▶ _EXERCISE INSTRUCTIONS_
In full and without edits, write out the data that follows.

▶ _TASK MATERIAL_
>>>>>

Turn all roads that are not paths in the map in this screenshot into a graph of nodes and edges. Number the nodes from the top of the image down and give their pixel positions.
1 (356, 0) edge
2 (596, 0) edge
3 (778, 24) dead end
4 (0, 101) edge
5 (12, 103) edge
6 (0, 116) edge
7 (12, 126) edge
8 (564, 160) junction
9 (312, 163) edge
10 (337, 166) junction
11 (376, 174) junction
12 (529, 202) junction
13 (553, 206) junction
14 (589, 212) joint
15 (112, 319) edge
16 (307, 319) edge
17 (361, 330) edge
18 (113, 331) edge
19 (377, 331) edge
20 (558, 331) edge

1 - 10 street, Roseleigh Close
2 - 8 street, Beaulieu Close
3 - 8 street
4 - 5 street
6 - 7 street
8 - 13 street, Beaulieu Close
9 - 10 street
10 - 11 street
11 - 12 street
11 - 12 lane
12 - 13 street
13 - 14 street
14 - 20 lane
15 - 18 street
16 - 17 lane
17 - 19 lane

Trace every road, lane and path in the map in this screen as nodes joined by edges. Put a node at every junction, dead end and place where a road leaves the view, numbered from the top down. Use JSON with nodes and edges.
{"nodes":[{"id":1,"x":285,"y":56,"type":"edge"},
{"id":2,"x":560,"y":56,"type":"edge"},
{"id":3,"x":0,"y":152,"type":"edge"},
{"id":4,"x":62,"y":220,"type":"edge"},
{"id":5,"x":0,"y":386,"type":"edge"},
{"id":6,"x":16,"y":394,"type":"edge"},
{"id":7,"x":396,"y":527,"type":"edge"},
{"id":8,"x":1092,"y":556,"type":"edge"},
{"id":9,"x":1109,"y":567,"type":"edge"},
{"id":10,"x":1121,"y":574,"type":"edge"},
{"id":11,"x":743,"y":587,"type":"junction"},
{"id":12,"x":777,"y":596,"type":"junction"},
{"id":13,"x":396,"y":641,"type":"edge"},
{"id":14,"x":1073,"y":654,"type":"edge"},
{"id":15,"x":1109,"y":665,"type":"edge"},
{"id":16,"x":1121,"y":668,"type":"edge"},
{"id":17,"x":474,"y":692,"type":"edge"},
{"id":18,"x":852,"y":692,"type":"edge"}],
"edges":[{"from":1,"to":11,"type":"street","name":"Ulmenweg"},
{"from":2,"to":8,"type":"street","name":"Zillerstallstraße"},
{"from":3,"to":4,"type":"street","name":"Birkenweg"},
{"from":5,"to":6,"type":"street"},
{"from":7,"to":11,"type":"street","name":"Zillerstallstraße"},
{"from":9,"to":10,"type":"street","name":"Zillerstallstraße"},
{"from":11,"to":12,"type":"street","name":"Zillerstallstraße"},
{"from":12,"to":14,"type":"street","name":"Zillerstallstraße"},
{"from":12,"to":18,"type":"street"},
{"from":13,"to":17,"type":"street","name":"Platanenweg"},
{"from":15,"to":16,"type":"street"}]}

<<<<<

▶ _EXERCISE RESULT_
Turn all roads that are not paths in the map in this screenshot into a graph of nodes and edges. Number the nodes from the top of the image down and give their pixel positions.
1 (356, 0) edge
2 (596, 0) edge
3 (778, 24) dead end
4 (0, 101) edge
5 (12, 103) edge
6 (0, 116) edge
7 (12, 126) edge
8 (564, 160) junction
9 (312, 163) edge
10 (337, 166) junction
11 (376, 174) junction
12 (529, 202) junction
13 (553, 206) junction
14 (589, 212) joint
15 (112, 319) edge
16 (307, 319) edge
17 (361, 330) edge
18 (113, 331) edge
19 (377, 331) edge
20 (558, 331) edge

1 - 10 street, Roseleigh Close
2 - 8 street, Beaulieu Close
3 - 8 street
4 - 5 street
6 - 7 street
8 - 13 street, Beaulieu Close
9 - 10 street
10 - 11 street
11 - 12 street
11 - 12 lane
12 - 13 street
13 - 14 street
14 - 20 lane
15 - 18 street
16 - 17 lane
17 - 19 lane

Trace every road, lane and path in the map in this screen as nodes joined by edges. Put a node at every junction, dead end and place where a road leaves the view, numbered from the top down. Use JSON with nodes and edges.
{"nodes":[{"id":1,"x":285,"y":56,"type":"edge"},
{"id":2,"x":560,"y":56,"type":"edge"},
{"id":3,"x":0,"y":152,"type":"edge"},
{"id":4,"x":62,"y":220,"type":"edge"},
{"id":5,"x":0,"y":386,"type":"edge"},
{"id":6,"x":16,"y":394,"type":"edge"},
{"id":7,"x":396,"y":527,"type":"edge"},
{"id":8,"x":1092,"y":556,"type":"edge"},
{"id":9,"x":1109,"y":567,"type":"edge"},
{"id":10,"x":1121,"y":574,"type":"edge"},
{"id":11,"x":743,"y":587,"type":"junction"},
{"id":12,"x":777,"y":596,"type":"junction"},
{"id":13,"x":396,"y":641,"type":"edge"},
{"id":14,"x":1073,"y":654,"type":"edge"},
{"id":15,"x":1109,"y":665,"type":"edge"},
{"id":16,"x":1121,"y":668,"type":"edge"},
{"id":17,"x":474,"y":692,"type":"edge"},
{"id":18,"x":852,"y":692,"type":"edge"}],
"edges":[{"from":1,"to":11,"type":"street","name":"Ulmenweg"},
{"from":2,"to":8,"type":"street","name":"Zillerstallstraße"},
{"from":3,"to":4,"type":"street","name":"Birkenweg"},
{"from":5,"to":6,"type":"street"},
{"from":7,"to":11,"type":"street","name":"Zillerstallstraße"},
{"from":9,"to":10,"type":"street","name":"Zillerstallstraße"},
{"from":11,"to":12,"type":"street","name":"Zillerstallstraße"},
{"from":12,"to":14,"type":"street","name":"Zillerstallstraße"},
{"from":12,"to":18,"type":"street"},
{"from":13,"to":17,"type":"street","name":"Platanenweg"},
{"from":15,"to":16,"type":"street"}]}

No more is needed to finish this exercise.